Hermann Emminghaus (20 May 1845 - 17 February 1904) was a German psychiatrist who was a native of Weimar. He was a pioneer of child and adolescent psychology, and a founder of developmental psychopathology.

He studied medicine at the Universities of Göttingen and Jena, obtaining his medical doctorate in 1869. Afterwards he was an assistant to Carl Gerhardt (1833–1902), who was director of the medical clinic in Jena. From 1874 to 1880 he worked at the University of Würzburg, where he was an assistant to Franz von Rinecker (1811–1883).

In 1880 Emminghaus was appointed to the first chair of psychiatry at the Imperial University of Dorpat. When he left Dorpat in 1886, his position was filled by Emil Kraepelin (1856–1926). In 1886 Emminghaus became a professor of psychiatry at the University of Freiburg, where he instituted a new regimen of treatment for mental patients, including a "no-restraint policy".
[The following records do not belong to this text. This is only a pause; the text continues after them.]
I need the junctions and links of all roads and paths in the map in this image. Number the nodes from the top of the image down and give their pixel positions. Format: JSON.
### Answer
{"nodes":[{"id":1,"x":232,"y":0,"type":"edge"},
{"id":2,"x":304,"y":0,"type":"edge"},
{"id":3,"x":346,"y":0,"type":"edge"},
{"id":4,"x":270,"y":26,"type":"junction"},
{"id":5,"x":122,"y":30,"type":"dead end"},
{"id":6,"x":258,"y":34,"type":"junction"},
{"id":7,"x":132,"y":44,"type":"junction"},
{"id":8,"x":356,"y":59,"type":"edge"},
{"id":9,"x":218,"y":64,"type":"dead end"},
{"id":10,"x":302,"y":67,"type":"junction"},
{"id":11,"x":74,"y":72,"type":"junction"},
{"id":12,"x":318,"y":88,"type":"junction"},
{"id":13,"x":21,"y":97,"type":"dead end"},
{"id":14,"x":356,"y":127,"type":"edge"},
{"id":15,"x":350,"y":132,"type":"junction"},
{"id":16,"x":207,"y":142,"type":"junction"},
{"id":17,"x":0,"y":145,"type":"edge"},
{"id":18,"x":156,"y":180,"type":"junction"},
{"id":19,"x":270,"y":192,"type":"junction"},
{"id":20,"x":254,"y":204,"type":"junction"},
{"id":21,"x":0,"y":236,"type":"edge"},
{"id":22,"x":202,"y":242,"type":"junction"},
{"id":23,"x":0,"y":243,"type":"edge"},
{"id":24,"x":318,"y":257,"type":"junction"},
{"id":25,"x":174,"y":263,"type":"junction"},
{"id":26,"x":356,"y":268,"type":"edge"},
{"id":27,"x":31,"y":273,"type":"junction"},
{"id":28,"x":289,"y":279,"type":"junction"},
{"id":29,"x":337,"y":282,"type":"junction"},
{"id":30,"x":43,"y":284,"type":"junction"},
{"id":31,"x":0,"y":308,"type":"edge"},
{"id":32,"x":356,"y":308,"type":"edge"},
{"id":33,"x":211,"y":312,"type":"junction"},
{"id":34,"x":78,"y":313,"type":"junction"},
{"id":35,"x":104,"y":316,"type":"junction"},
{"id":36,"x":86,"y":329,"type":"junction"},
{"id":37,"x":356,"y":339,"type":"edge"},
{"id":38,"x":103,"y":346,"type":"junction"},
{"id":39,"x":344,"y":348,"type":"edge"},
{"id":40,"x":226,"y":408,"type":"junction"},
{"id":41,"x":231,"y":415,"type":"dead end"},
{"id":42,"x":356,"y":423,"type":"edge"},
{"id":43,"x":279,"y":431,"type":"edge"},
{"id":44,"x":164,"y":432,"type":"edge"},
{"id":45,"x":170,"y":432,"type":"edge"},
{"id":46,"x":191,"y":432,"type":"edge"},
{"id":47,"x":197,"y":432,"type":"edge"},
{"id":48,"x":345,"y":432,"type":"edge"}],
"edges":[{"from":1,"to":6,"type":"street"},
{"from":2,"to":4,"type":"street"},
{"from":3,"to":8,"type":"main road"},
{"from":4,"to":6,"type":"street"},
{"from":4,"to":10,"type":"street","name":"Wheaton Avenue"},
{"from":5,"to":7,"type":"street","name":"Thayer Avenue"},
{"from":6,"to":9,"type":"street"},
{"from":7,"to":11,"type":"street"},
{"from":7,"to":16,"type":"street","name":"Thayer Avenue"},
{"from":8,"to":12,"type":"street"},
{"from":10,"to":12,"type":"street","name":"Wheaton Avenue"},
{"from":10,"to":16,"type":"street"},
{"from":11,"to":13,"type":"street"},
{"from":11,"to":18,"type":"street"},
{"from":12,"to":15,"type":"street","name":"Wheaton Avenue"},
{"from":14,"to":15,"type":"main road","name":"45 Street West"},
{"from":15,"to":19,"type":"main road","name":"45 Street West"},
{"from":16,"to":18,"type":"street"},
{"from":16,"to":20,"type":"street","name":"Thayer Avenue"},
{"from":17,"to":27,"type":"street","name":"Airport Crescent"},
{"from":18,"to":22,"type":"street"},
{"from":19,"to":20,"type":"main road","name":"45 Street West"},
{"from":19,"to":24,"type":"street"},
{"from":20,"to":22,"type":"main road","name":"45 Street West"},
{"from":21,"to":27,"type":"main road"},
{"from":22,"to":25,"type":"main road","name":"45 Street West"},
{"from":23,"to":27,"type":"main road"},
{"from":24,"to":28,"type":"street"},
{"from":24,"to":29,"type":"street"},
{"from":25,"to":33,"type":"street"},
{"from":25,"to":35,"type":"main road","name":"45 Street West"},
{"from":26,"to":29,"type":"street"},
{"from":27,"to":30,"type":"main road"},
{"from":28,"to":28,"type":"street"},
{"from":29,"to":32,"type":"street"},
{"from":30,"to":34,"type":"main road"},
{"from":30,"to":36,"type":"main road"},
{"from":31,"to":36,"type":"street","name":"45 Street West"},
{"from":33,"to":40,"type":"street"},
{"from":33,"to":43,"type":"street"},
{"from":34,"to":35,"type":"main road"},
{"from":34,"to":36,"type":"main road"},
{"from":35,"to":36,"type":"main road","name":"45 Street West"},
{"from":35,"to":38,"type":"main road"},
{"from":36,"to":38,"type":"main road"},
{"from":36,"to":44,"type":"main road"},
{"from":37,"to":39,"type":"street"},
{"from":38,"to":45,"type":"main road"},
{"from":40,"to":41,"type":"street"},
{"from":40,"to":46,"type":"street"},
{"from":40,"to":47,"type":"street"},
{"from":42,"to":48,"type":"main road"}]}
His best known written works are a book on general psychopathology called Allgemeine Psychopathologie zur Einführung in das Studium der Geistesstörungen, and a publication on childhood mental illness titled Die psychischen Störungen des Kindesalters. Since 1984 the "Hermann Emminghaus Prize" is awarded every two years in recognition of outstanding scientific work performed in the fields of child and adolescent psychiatry.

== Selected writings ==
- Über hysterisches Irresein: Ein Beitrag zur Pathogenese der Geisteskrankheiten (dissertation University of Jena) 1870.-- On hysterical madness: a contribution to the pathogenesis of mental diseases.
- Allgemeine Psychopathologie zur Einführung in das Studium der Geistesstörungen, 1878.-- General psychopathology as an introduction to the study of mental disorders.
- Über den Werth des klinischen Unterrichts in der Psychiatrie, Dorpat 1881.-- On the value of clinical training in psychiatry.
- Die psychischen Störungen des Kindesalters in: Gerhardt's "Handbuch der Kinderkrankheiten", Bd. VIII, Tübingen 1887, – Mental disorders of childhood.